California has experienced fewer of these restrictions, but even so, pregnant individuals still find it difficult to obtain care in a timely manner. Now, state lawmakers have come up with an ingenious way to help increase access: requiring medical abortion to be available at student health centers across the state.

For many college students, campus is literally a home away from home -- and often an insular one. The dorm is their house and the cafeteria their kitchen. Many students work jobs on site for work study programs, and they often have no means of getting around other than public transportation.

Unsurprisingly, that leaves student health centers as the sole means of obtaining health care -- and it makes obtaining an abortion extremely difficult. One California university has even tried to combat unintended pregnancy by installing a vending machine that disposes emergency contraception, so it can be obtained 24-hours a day. While that is an innovative change, it is just one step in addressing a major problem.

Democratic state Senator Connie Leyva wants to go even further, by offering RU 486 -- a medical abortion regime -- at all University of California and California State University health centers.
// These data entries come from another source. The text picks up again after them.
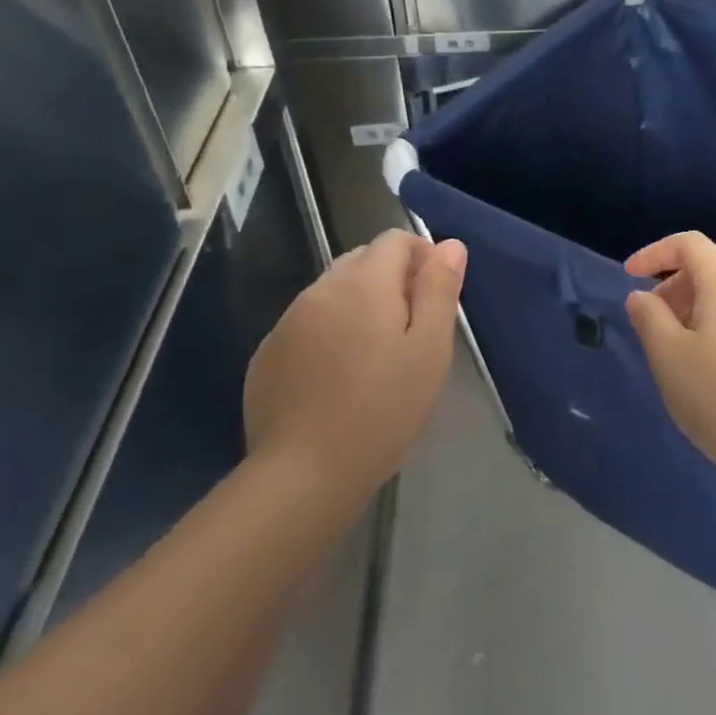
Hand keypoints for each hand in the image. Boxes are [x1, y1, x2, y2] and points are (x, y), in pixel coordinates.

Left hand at [244, 229, 465, 498]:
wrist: (304, 474)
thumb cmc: (384, 408)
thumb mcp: (430, 349)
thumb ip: (439, 289)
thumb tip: (449, 245)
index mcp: (364, 283)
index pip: (394, 240)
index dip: (422, 256)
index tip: (435, 296)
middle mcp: (320, 290)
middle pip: (361, 261)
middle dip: (391, 279)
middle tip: (411, 329)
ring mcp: (286, 323)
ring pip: (332, 293)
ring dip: (358, 306)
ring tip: (376, 356)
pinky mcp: (267, 356)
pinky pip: (306, 325)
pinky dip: (329, 333)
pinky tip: (339, 377)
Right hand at [624, 232, 715, 483]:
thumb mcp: (669, 357)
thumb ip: (649, 318)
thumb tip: (641, 295)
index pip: (690, 244)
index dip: (655, 252)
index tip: (629, 275)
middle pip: (710, 270)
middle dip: (673, 286)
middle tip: (651, 324)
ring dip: (694, 310)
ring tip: (675, 351)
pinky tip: (708, 369)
"A measure by state Sen. Connie Leyva, D-Chino, would require the systems to provide abortion pills at their student health centers," reports Capitol Public Radio. "Leyva introduced the bill after UC Berkeley declined student petitions to provide the medication at its on-campus health center. Cal student Adiba Khan read the letter of a classmate to the Senate Health committee. She described missing class, work and her internship as she searched for an off-campus provider. 'I lost about $300 throughout this entire process,' Khan read. 'I lost days of lecture that could help me get a higher grade. I lost valuable experience from my internship.'"

Leyva may have been the first legislator to propose the idea, but it's one that every progressive lawmaker should consider adopting in their states, too.
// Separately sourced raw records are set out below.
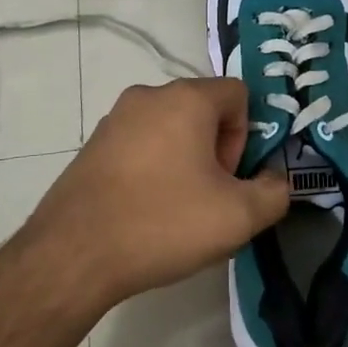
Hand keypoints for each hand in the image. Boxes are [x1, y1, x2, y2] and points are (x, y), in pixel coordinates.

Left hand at [19, 77, 289, 313]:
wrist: (74, 253)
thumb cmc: (163, 222)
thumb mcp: (238, 217)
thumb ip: (273, 193)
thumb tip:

As doctors recently noted, RU 486 -- also known as Mifepristone – is a safe and extremely effective way to end a pregnancy, provided it is used early in gestation. Because it consists of simply taking medication, there is no reason whatsoever that it couldn't be used over-the-counter or without a doctor's supervision.

Dispensing RU 486 at a health center, just like prescription birth control, is just a small step toward that eventual goal, but one that provides extremely limited risks and massive gains for those who need timely local abortion care.

Abortion opponents, of course, are objecting strenuously to the proposal. Local anti-abortion groups claim that the procedure poses safety risks, despite the fact that medical abortion has resulted in "serious adverse affects" in only about 0.05 percent of cases, according to Leyva.

The most common complication from the medication is that it sometimes does not successfully end the pregnancy -- a fact that the movement has actually turned into their own "abortion reversal" project. In addition to the "safety" argument, abortion opponents are also relying on their old standby: the "taxpayers funding abortion" claim.

For her part, Deanna Wallace of Americans United for Life told the Christian Post that the bill "is just another attempt to force taxpayers to subsidize the abortion industry."

The California bill -- if it does become law -- wouldn't go into effect until at least 2020, and is already facing a number of changes.

One amendment suggests that a doctor or medical practitioner be brought onto campus in order to facilitate the medical abortion. While that would still relieve the need to leave campus, as well as the costs and missed class time that would be required, it would place a larger burden on reproductive health groups to supply an additional -- and largely unnecessary -- provider.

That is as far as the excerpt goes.